Jan 31, 2007
I'm a 44 y/o man who has been diagnosed for 13 yrs and have done well up to this point. I've had my ups and downs, including bypass surgery in 2001 which has emotionally changed me for life and not in a good way. Every year it seems that I have to fight t stay on programs that are supposed to be designed to help people such as me, yet the government makes it harder and harder. I no longer have private insurance and have been on 100% disability since 1996. In the last few years, I have felt worthless, since I have alot of side effects from years of taking the ealry meds. To sum it up, I am a man who would really want to have a job but physically cannot work due to severe physical limitations. I've been in a relationship for 9 yrs and we are at the point where we don't have much in common anymore, or so it seems to me. I know what needs to be done in that area. However, I know I'm minimally depressed(I say this because I still find joy in life) and i have friends who seem to care about me. However, I cannot seem to shake feelings of sadness that have me reminiscing back to my childhood and wishing to have a second chance to do it all over again.

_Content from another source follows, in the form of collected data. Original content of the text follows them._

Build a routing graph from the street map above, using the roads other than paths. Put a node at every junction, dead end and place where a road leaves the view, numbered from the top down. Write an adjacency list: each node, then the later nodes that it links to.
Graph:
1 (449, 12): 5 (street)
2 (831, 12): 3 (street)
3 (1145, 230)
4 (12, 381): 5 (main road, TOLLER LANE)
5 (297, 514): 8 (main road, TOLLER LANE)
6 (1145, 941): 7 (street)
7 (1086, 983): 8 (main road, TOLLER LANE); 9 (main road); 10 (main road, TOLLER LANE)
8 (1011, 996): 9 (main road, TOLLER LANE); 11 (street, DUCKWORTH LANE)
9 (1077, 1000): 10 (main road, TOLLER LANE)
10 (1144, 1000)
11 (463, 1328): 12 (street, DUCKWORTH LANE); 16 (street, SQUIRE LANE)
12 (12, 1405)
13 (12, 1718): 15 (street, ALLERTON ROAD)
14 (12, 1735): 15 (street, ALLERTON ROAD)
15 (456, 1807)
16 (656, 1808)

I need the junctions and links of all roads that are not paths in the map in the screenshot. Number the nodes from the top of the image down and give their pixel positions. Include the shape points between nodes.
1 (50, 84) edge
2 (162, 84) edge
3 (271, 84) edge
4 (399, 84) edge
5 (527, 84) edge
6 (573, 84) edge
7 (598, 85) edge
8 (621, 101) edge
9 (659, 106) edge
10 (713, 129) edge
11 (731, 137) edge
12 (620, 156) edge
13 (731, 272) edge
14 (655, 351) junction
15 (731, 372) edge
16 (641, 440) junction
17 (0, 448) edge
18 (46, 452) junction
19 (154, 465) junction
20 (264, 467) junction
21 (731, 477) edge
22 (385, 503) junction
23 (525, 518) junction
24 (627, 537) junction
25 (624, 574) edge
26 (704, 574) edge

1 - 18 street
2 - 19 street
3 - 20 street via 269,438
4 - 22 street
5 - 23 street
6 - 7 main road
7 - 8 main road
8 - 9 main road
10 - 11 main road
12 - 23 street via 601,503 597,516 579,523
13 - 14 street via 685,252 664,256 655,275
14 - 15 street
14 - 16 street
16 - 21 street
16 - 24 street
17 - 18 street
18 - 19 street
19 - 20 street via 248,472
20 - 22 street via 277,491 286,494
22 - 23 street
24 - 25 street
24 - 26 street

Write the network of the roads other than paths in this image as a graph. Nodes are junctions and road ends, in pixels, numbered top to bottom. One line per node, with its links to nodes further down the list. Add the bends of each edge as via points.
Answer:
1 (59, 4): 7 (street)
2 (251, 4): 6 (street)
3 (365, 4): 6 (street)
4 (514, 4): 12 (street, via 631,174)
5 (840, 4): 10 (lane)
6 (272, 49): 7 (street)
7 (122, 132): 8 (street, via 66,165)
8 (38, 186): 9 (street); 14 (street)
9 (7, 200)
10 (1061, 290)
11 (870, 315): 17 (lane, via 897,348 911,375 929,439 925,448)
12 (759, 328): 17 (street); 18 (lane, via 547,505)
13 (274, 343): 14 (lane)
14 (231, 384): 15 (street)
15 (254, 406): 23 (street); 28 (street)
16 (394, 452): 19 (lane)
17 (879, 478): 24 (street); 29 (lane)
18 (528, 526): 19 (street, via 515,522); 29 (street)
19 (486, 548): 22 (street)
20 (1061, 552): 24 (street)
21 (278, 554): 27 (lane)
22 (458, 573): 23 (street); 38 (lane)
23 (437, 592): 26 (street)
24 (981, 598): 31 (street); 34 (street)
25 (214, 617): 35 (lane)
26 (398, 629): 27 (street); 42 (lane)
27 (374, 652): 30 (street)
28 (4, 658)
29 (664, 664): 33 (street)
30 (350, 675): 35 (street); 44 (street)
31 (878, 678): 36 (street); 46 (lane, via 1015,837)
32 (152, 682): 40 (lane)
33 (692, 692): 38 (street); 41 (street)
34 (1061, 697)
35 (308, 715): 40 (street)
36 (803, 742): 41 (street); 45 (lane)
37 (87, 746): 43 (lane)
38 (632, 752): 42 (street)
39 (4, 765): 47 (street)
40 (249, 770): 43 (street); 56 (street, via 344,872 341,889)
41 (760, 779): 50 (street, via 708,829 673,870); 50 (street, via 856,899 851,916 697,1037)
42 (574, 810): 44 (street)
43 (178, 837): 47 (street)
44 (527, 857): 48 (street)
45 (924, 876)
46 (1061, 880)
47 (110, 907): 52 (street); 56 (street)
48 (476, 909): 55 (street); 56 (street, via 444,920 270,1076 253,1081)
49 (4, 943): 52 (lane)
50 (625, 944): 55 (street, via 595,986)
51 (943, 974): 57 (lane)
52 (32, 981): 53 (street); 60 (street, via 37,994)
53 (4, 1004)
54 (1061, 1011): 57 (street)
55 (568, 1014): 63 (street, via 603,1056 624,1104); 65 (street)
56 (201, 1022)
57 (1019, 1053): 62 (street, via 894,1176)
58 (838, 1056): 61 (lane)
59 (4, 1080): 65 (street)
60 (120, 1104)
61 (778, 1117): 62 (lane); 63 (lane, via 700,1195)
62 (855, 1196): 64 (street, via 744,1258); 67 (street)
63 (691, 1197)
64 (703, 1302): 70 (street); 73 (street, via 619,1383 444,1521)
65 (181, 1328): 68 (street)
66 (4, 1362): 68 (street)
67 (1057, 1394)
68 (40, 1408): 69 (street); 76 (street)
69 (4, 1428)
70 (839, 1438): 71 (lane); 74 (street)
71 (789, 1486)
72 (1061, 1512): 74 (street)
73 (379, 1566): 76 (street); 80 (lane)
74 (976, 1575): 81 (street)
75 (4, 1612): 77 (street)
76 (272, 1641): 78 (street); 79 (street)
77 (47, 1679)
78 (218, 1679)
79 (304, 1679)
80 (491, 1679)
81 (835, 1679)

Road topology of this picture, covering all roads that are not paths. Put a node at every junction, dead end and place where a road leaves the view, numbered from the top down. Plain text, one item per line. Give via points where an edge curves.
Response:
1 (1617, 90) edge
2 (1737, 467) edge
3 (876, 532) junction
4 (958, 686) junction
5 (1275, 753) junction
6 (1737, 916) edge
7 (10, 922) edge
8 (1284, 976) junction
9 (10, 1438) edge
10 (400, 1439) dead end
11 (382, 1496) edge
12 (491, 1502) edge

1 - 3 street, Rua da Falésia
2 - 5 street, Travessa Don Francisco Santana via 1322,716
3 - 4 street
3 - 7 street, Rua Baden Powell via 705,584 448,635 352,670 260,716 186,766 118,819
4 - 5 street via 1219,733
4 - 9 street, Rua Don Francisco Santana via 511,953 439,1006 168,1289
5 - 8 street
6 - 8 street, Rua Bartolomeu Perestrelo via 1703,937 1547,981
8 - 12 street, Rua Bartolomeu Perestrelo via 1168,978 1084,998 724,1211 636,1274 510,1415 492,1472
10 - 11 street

But I digress, my main problem is that I've seem to have exhausted all my options with getting help paying for my meds. I only make about $1500.00 month and coming at the first of the year, I will have to pay nearly $1000.00 each month to cover expenses that Meidcare part D will not cover for me. Last year I was placed on a Social Security Subsidy because I was on a state medicaid program(which automatically qualified me) Now, I receive a letter telling me i no longer qualify, although my income is still the same as last year, because they had a chance to look at my income level and fins that I make "too much" money to be on this program. It is ridiculous because the only answer I get from them is "That's just our policy" I am so frustrated and now Im wondering if it is just time for me to stop taking my meds(even though I know this is not a good idea) but I cannot physically afford to do this on my own. Are there any programs out there to help me?
Response from Dr. Horwath
Many states have special programs to help those with HIV infection pay for their health care and medications. You should check into this. If you contact local health care organizations, the department of health, etc., you may alos find some resources that you did not know about.
Meanwhile, don't give up hope. Although you may not have a severe depression, You certainly do describe some symptoms. And the feeling of giving up on treatment is a sign of feeling helpless. You should consult someone about treatment for depression. It may not requirwe medication. Sometimes psychotherapy alone can be very helpful if done by someone who is well trained and experienced.